> Exercise details
Look through the records, and wherever the string "your" turns up, copy out that line.

*** Supplied material

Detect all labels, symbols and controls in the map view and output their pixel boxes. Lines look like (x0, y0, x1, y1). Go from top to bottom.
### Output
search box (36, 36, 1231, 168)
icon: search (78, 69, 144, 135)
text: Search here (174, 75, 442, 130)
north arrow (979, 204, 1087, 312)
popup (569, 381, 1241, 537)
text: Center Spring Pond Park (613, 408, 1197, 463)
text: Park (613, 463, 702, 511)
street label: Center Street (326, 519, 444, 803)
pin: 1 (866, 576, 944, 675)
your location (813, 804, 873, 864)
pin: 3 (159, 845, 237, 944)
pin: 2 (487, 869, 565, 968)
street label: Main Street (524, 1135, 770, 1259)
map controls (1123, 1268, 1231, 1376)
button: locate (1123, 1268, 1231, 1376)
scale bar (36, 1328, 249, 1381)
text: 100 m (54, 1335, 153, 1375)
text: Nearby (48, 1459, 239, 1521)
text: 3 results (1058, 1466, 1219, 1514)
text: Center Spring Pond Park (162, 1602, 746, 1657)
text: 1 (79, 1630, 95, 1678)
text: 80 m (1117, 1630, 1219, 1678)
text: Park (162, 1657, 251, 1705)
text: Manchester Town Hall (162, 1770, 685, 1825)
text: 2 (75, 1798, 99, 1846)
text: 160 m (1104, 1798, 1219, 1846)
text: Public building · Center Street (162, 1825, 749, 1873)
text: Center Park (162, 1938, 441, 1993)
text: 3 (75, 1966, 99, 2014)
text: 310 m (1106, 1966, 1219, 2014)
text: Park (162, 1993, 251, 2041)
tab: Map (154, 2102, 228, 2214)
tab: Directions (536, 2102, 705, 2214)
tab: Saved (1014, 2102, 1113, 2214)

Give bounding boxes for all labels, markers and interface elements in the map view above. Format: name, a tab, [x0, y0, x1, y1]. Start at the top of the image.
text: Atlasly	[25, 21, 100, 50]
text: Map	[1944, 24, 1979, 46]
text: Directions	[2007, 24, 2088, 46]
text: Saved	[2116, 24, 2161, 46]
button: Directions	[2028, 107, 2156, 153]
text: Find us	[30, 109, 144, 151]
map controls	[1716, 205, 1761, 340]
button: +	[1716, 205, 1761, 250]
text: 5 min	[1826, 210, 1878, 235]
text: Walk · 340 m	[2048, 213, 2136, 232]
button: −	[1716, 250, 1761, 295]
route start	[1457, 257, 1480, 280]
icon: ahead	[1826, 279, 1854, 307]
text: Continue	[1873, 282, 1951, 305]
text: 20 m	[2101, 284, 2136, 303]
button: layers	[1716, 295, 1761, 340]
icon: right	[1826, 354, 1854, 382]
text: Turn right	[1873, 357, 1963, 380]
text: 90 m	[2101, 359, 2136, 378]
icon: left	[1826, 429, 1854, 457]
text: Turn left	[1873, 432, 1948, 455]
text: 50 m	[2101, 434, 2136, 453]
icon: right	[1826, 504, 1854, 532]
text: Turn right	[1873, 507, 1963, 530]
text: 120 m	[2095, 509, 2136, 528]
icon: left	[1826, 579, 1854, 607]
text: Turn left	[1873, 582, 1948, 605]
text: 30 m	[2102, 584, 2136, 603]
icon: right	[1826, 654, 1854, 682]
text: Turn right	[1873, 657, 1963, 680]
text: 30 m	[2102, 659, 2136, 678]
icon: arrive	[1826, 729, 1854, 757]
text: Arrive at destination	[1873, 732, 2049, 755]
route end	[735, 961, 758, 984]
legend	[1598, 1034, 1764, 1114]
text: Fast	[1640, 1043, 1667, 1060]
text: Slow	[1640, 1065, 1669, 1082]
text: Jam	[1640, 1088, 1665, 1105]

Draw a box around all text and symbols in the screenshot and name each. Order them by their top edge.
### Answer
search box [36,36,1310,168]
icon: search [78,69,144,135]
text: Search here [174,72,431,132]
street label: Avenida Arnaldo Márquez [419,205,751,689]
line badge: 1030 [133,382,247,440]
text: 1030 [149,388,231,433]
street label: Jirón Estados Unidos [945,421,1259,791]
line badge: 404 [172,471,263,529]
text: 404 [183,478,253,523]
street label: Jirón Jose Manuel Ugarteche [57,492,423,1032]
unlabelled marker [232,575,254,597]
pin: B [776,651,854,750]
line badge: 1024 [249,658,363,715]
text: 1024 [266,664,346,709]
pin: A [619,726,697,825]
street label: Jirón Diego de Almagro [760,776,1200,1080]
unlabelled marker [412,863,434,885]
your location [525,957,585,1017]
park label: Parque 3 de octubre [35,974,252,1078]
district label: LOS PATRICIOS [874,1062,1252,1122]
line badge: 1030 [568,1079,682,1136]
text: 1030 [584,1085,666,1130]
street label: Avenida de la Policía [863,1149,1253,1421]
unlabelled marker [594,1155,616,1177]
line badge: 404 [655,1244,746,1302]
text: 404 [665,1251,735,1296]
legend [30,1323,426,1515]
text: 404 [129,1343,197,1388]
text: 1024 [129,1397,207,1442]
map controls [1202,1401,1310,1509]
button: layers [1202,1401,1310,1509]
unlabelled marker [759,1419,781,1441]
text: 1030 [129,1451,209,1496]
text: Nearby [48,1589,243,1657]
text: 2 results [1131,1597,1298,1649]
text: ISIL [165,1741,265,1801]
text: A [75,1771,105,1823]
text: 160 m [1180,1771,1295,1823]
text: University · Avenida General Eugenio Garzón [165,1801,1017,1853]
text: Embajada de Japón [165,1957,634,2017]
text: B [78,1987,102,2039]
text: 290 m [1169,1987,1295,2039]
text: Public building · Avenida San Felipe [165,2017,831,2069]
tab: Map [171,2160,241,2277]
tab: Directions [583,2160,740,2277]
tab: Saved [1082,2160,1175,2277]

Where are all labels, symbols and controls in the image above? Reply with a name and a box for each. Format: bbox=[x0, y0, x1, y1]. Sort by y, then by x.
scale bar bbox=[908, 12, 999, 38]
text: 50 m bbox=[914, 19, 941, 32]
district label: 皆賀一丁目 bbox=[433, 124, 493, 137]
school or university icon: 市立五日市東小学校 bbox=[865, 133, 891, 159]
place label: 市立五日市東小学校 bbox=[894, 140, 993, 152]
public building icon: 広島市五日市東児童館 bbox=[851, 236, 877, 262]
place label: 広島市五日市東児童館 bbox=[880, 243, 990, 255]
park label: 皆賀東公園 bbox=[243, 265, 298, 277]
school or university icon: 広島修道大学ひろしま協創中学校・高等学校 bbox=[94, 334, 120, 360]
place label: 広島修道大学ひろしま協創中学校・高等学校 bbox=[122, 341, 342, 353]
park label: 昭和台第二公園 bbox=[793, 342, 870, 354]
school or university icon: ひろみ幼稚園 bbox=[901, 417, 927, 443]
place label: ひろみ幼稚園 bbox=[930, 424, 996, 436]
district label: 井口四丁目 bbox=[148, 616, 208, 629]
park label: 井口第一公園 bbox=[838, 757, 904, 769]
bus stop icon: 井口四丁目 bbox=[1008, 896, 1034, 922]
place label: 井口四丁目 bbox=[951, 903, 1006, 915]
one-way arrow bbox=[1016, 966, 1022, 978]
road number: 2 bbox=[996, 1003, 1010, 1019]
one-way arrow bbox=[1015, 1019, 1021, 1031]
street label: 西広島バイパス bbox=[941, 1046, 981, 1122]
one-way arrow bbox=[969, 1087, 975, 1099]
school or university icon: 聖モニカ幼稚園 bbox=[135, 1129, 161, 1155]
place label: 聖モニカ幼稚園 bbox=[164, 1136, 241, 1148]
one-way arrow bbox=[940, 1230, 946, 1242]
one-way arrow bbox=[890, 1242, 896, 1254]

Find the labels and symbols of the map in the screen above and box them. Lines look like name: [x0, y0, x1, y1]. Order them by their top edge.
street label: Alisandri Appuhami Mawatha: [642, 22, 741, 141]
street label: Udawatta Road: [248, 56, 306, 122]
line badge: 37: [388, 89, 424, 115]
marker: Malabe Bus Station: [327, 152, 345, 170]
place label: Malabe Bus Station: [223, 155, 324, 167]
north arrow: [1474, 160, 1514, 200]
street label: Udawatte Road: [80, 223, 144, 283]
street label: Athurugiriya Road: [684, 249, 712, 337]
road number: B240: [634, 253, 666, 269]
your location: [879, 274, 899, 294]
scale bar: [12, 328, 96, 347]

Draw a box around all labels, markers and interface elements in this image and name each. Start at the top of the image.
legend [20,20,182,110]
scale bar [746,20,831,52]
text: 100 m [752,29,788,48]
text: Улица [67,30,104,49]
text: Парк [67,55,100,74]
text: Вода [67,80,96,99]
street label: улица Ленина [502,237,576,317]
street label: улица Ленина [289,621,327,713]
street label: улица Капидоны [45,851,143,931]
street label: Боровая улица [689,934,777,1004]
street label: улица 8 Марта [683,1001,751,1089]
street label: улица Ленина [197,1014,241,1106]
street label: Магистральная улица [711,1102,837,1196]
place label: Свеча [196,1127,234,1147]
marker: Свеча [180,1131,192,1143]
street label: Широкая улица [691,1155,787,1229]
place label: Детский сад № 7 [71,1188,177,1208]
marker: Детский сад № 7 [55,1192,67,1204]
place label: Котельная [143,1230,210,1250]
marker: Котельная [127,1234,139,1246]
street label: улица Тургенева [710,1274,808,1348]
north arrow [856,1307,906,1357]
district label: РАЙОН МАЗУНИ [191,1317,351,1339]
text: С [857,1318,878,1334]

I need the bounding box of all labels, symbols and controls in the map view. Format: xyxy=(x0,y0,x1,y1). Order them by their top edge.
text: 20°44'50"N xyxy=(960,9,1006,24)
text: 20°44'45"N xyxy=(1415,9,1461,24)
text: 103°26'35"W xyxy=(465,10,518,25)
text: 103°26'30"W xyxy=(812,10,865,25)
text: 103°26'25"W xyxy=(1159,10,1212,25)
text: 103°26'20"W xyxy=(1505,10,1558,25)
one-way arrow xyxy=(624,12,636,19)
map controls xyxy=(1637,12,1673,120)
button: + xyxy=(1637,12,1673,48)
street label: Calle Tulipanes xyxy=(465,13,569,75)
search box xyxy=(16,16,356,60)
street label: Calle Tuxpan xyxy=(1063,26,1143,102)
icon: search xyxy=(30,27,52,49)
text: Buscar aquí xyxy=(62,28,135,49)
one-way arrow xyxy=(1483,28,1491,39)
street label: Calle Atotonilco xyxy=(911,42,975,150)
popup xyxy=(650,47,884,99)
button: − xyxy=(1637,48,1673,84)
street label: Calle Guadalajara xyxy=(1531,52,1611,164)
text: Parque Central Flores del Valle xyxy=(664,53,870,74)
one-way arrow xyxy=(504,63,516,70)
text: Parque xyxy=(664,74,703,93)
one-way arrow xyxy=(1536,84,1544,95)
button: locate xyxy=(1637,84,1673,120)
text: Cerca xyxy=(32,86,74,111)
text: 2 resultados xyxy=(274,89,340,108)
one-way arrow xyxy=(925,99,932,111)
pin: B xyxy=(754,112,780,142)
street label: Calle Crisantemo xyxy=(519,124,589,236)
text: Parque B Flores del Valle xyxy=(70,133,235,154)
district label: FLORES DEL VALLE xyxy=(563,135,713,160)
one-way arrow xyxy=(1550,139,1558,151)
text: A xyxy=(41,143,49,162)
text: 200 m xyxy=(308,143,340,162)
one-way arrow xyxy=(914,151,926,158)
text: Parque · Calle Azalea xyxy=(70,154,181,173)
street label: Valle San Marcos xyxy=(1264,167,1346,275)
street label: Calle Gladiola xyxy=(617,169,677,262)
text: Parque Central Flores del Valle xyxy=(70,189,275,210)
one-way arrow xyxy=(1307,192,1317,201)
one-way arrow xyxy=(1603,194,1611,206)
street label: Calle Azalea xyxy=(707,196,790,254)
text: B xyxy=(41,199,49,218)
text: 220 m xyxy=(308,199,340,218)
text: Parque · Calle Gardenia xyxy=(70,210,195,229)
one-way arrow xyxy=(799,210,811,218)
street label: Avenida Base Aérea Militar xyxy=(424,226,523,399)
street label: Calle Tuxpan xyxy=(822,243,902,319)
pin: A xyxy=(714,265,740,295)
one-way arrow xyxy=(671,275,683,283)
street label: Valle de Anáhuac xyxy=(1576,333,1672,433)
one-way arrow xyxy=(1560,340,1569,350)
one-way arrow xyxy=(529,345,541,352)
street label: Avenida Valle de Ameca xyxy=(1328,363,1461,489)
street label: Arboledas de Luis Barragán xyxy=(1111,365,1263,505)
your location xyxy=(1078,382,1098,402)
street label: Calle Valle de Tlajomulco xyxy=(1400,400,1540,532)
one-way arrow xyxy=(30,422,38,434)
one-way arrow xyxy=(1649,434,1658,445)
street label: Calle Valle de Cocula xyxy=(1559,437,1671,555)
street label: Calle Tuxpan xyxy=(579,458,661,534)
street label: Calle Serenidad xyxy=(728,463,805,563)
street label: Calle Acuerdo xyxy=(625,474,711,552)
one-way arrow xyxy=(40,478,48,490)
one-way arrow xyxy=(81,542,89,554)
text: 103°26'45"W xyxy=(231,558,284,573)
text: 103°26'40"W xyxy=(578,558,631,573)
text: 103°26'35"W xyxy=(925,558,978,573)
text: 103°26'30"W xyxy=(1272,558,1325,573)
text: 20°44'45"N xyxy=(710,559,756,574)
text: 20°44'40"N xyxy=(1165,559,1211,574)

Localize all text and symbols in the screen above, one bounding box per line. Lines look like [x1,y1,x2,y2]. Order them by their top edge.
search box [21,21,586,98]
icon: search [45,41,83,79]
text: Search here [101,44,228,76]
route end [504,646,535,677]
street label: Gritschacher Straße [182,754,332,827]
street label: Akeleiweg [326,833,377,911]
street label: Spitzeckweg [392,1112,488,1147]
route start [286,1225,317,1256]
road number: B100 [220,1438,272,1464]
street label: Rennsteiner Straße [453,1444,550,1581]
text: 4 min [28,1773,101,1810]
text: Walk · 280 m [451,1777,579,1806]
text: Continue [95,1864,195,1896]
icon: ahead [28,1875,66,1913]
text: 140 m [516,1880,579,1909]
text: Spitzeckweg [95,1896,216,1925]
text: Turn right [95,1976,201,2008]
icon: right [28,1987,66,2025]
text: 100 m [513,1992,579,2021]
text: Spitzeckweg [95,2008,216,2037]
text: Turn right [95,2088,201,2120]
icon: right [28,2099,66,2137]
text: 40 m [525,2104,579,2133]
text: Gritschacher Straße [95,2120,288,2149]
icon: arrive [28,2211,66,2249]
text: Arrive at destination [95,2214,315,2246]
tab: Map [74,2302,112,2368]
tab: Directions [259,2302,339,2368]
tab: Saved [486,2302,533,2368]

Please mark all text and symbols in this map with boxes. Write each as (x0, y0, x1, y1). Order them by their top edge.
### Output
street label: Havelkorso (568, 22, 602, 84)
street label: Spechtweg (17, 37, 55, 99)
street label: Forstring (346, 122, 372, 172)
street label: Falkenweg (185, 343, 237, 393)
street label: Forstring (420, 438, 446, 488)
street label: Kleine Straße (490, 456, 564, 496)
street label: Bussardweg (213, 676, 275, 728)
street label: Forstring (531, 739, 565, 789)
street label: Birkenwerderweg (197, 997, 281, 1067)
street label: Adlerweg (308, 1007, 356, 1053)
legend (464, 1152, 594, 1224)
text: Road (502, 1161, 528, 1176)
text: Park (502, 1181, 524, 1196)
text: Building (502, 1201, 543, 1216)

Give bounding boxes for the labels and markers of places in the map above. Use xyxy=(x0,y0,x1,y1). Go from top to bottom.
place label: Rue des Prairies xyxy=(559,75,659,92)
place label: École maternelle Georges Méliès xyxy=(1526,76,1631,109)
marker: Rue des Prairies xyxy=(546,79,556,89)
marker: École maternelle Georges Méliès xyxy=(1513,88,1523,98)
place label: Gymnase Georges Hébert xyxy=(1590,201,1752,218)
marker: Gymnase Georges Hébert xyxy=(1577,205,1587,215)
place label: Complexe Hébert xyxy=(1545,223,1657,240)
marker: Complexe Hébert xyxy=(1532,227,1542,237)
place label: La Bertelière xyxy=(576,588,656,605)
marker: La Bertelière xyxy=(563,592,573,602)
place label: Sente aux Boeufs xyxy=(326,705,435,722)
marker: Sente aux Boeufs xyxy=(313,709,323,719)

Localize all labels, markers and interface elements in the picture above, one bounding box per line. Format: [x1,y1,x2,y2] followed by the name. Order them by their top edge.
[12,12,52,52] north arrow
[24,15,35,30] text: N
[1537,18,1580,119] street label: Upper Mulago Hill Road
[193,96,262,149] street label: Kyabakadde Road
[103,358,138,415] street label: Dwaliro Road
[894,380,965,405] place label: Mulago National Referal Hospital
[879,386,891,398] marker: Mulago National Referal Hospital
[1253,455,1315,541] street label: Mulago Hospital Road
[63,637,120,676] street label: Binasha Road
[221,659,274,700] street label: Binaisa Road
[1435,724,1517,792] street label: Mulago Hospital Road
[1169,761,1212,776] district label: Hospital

******

> Task response
your location (813, 804, 873, 864)
your location [525,957,585,1017]
your location: [879, 274, 899, 294]
your location xyxy=(1078,382,1098,402)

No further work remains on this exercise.